Others are more outside-the-box. As one example, did you know that asking your credit card companies to increase your credit limits can have a positive impact on your score? Or, did you know that by keeping your older and unused credit card accounts open, they can be a major positive influence over time?

No credit improvement tactic is more powerful than these two

There are plenty of perfectly valid credit-improvement tactics out there, including those I just mentioned, but none are more effective than simply paying down a portion of your debt every month and continuing to pay your bills on time, month after month, for a long period of time.

These may sound like obvious positive factors, but there's a good reason these are far more powerful than everything else you can do. Simply put, these help in two extremely important parts of the FICO credit scoring formula.

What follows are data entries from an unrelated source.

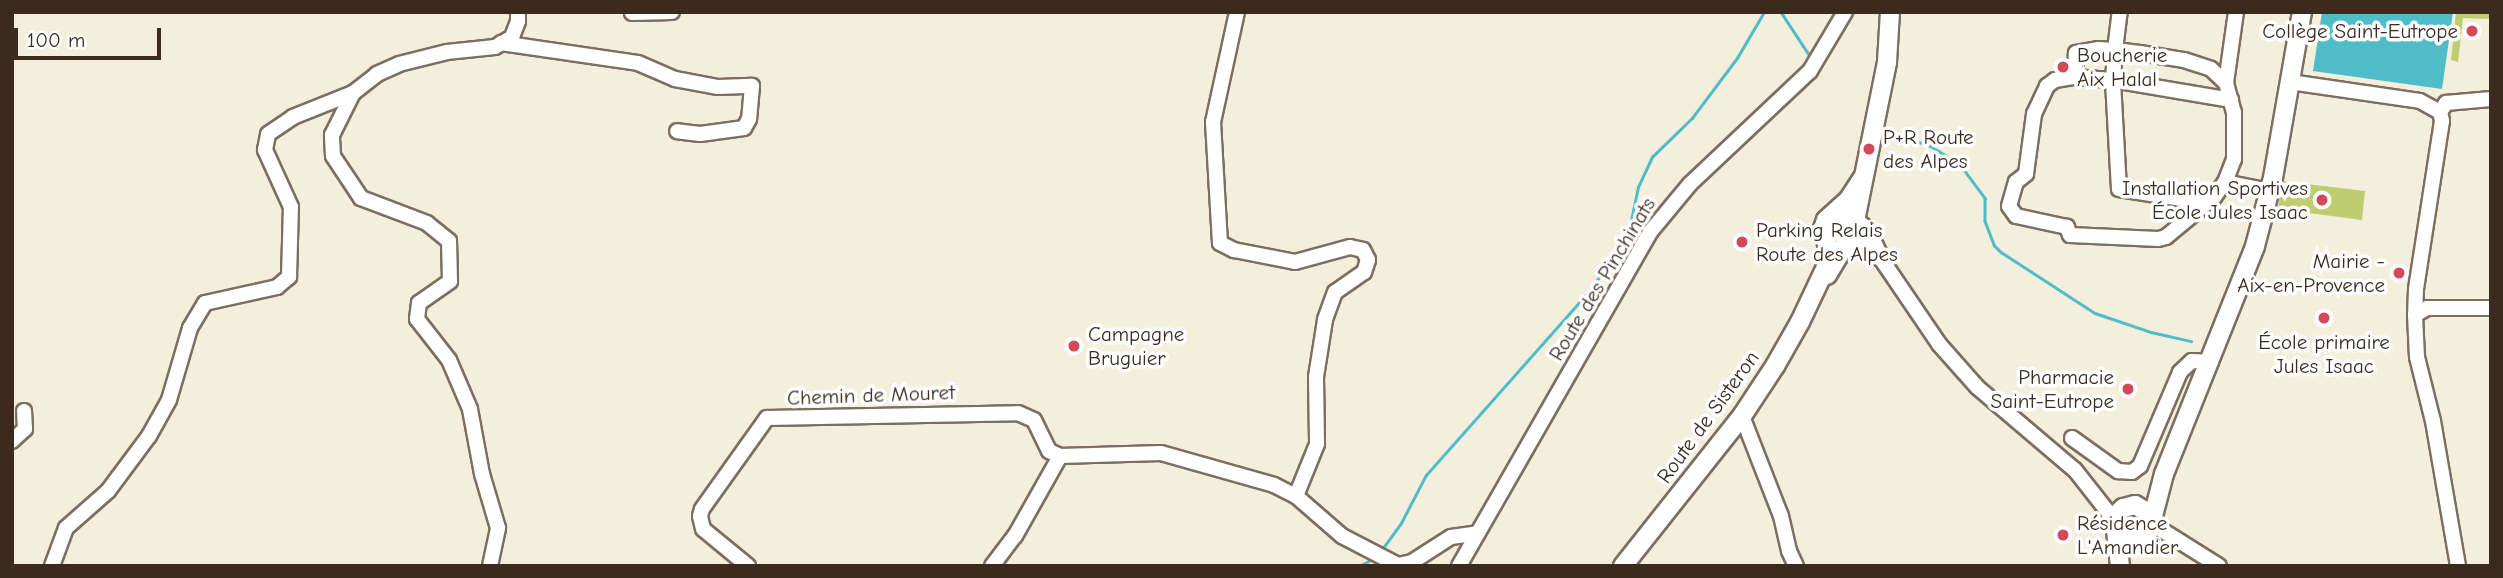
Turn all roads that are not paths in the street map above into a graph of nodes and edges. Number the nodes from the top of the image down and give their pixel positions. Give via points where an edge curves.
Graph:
1 (518, 12) edge
2 (671, 12) edge
3 (1237, 12) edge
4 (1845, 12) edge
5 (1890, 12) edge
6 (2120, 12) edge
7 (2236, 12) edge
8 (2302, 12) edge
9 (632, 13) edge
10 (501, 43) junction
11 (2115, 50) junction
12 (2075, 77) junction
13 (2113, 80) junction
14 (2290, 82) junction
15 (2226, 83) junction
16 (353, 93) junction
17 (2491, 99) edge
18 (2231, 100) junction
19 (2440, 112) junction
20 (677, 131) dead end
21 (1862, 179) junction
22 (2224, 183) junction
23 (2270, 191) junction
24 (2207, 203) junction
25 (1832, 217) junction
26 (1852, 233) junction
27 (1884, 263) junction
28 (1818, 288) junction
29 (2419, 307) junction
30 (2491, 308) edge
31 (2211, 362) junction
32 (24, 411) dead end
33 (1742, 416) junction
34 (12, 441) edge
35 (1060, 456) junction
36 (2073, 469) junction
37 (2164, 474) junction
38 (1296, 496) junction
39 (2123, 517) junction
40 (2146, 531) junction
41 (1478, 533) junction
42 (52, 566) edge
43 (489, 566) edge
44 (748, 566) edge
45 (992, 566) edge
46 (1459, 566) edge
47 (1623, 566) edge
48 (1796, 566) edge
49 (2122, 566) edge
50 (2204, 566) edge
51 (2219, 566) edge
52 (2458, 566) edge

1 - 10 street via 512,37
2 - 9 street
3 - 38 street via 1213,122 1220,243 1295,262 1350,247 1363,250 1368,260 1364,272 1335,292 1325,320 1316,377 1317,444
4 - 41 street, Route des Pinchinats via 1810,71 1690,184 1651,231
5 - 21 main road, Route de Sisteron via 1887,62
6 - 11 street
7 - 15 street
8 - 14 main road
10 - 16 street via 399,64
10 - 20 street via 638,63 675,79 718,87 752,86 750,119 744,128 699,134
11 - 12 street via 2080,50
11 - 13 street
11 - 15 street via 2185,60 2211,69
12 - 13 street
12 - 24 street via 2056,80 2040,97 2026,174 2016,182 2011,213 2067,227 2070,235 2158,239 2186,223
13 - 18 street
13 - 24 street via 2119,189
14 - 19 street via 2420,101
14 - 23 main road
15 - 18 street
16 - 42 street via 293,117 268,134 265,150 291,206 289,277 277,287 205,303 190,328 169,400 149,436 108,491 66,528
16 - 43 street via 332,135 332,156 345,178 361,198 427,223 449,241 450,281 419,303 417,320 449,360 470,408 498,528
17 - 19 street via 2446,103
18 - 22 street via 2234,159
19 - 29 street
21 - 25 main road, Route de Sisteron
21 - 26 main road, Route de Sisteron
22 - 23 street
22 - 24 street
23 - 31 main road
25 - 26 street via 1847,222
25 - 28 main road, Route de Sisteron via 1828,256
26 - 27 street
26 - 27 street via 1870,233
26 - 28 main road, Route de Sisteron
27 - 36 street via 1939,344 1969,378
28 - 33 main road, Route de Sisteron
29 - 30 street
29 - 52 street via 2417,357
31 - 36 street via 2192,361 2180,372 2140,466 2122,472 2079,443
31 - 37 main road
32 - 34 street via 25,429
33 - 47 main road, Route de Sisteron
33 - 48 street
35 - 38 street via 1161,453 1274,485
35 - 44 street, Chemin de Mouret via 1049,451 1034,420 1018,413 767,418 700,516 703,529
35 - 45 street via 1015,536
36 - 39 street
37 - 39 main road
37 - 40 main road
38 - 41 street via 1342,536 1398,565 1412,562 1451,537
39 - 40 main road via 2149,513
39 - 40 main road via 2125,540
39 - 49 main road
40 - 49 main road
40 - 50 street
40 - 51 street
41 - 46 street, Route des Pinchinats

First off, the "amounts you owe" is the second most important factor in your FICO® Score, making up 30% of the information used in the formula. So by decreasing your debts, it's going to have a big effect. This is especially true when it comes to revolving debts like credit cards, as maintaining low balances on these is generally a more powerful catalyst than paying down your installment loans.

Second, your payment history and the length of your credit history combine for half of your FICO® Score's determining information -- payment history is the single most important category, contributing 35%, and the "length of credit history" category, which considers several time-related factors, contributes another 15%. So by simply paying your bills on time and allowing your credit profile and accounts to age, your credit score can naturally improve over long periods, especially if your debt is declining along the way.

I'll illustrate this with an example using my own credit score. I subscribe to the myFICO® credit monitoring service, which, among many other features, offers a simulator tool to show what effects certain actions could have on your credit score. While the simulator is admittedly just an approximation, it's designed by the same company that makes the actual FICO® Score, so it tends to be fairly accurate.

My credit is well into the "very good" range, in the mid- to upper-700s, depending on which of the three major credit bureaus I'm looking at. And every single time I've used the simulator tool's "best action" feature, the answer is always a combination of paying down revolving debts (credit cards and other credit lines) over a period of 24 months, the longest timeframe the simulator can look at. In fact, if I spread my debt repayment over the next 24 months and pay my revolving accounts to zero, the simulator tells me that I should have a near-perfect FICO® Score of 842.

The key takeaway

The bottom line is that the number-one foolproof way to increase your credit score is to pay your bills on time every month over a long period of time. While you can build good credit in a relatively short time, building excellent credit takes a while. There's no shortcut. So while you might find a lot of credit improvement tips, and services that will help you increase your score for a fee, there's really no substitute for the tried-and-true method of paying your bills on time every month and keeping your debts low.